Isso porque, conforme visto, o cômputo do prazo de proteção, nesta hipótese, decorre da divulgação da obra, e não do falecimento do seu autor, e o curta-metragem Steamboat Willie, de fato, foi publicado há mais de 70 anos; mais precisamente, há 96 anos, de modo que, pela exceção da obra audiovisual, o filme de estreia de Mickey Mouse encontra-se em domínio, no Brasil, desde 1999.
Em que pese haja, no mundo, uma consistente uniformização das legislações de propriedade intelectual, em razão de tratados internacionais como a Convenção de Berna (1886), desde que respeitadas as balizas mínimas de proteção e estendidos aos estrangeiros os mesmos direitos que são concedidos aos seus nacionais (princípio do tratamento nacional), cada país pode regular a matéria conforme os seus próprios interesses.
Isso significa que, muito embora a proteção às obras ocorra de forma transnacional, haja vista os princípios da proteção automática e da ausência de formalidades garantidos pela Convenção de Berna, cada país regulará a matéria de forma ligeiramente diferente.

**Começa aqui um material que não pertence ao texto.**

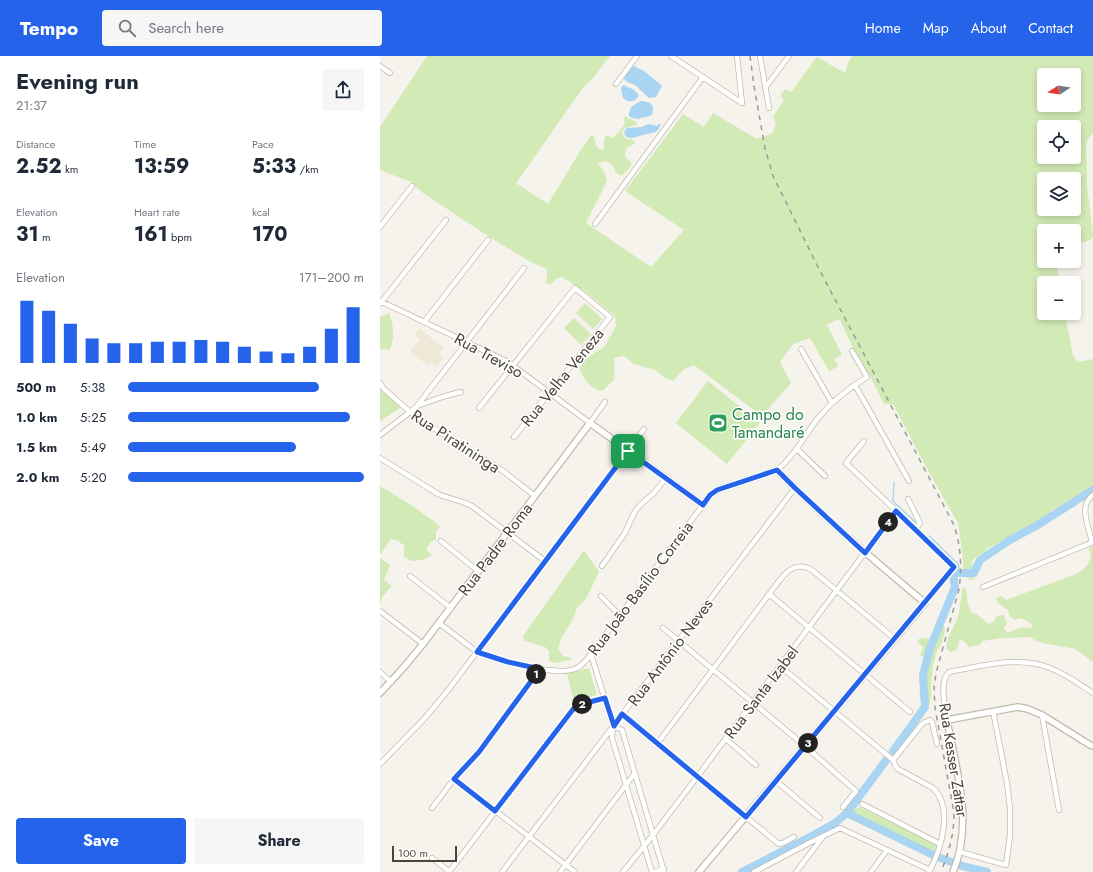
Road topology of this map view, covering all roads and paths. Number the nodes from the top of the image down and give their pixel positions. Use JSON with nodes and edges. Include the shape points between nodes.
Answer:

Ou seja, uma obra criada nos Estados Unidos (Steamboat Willie, por exemplo) será protegida, independentemente de registro e qualquer outra formalidade, em todos os países signatários da Convenção de Berna, como o Brasil.
Proteção transnacional
Agora, os termos específicos da proteção transnacional garantida mudará de país para país. No Brasil, a LDA não prevê qualquer prazo de proteção superior a 70 anos. Isso significa que, eventual transcurso de prazos de proteção nos EUA, pouca influência terá no Brasil.
De acordo com a LDA, uma obra audiovisual se define como “a que resulta da fixação de imagens com ou sem som, que tenha a finalidade de criar, por meio de sua reprodução, a impressão de movimento”. Pela exceção à regra, é a obra audiovisual Steamboat Willie, que se encontra em domínio público.
Com todo o respeito a entendimentos em sentido contrário, entende-se temerário afirmar que o personagem, Mickey Mouse, ou qualquer outra obra utilizada na configuração da obra audiovisual, tenha entrado em domínio público junto com o curta-metragem.
Certamente, a possível utilização de trechos do filme ocasionará na também utilização do personagem que encena o filme, nos exatos formatos e contexto das cenas. No entanto, o domínio público de todo e qualquer elemento que não se restrinja ao audiovisual, propriamente, seguirá a regra geral de 70 anos após o falecimento do autor — no caso do Mickey, com o acréscimo da regra da coautoria, ou seja, o cômputo do prazo ocorrerá não pela data de falecimento de Walt Disney (1966), mas de Ub Iwerks (1971).
Maurício Brum Esteves é advogado da área de Direito Digital do escritório Silveiro Advogados, mestre em Direito Público pela Unisinos e membro e ex-presidente da Comissão Especial de Propriedade Intelectual da OAB-RS e é Data Protection Officer (DPO).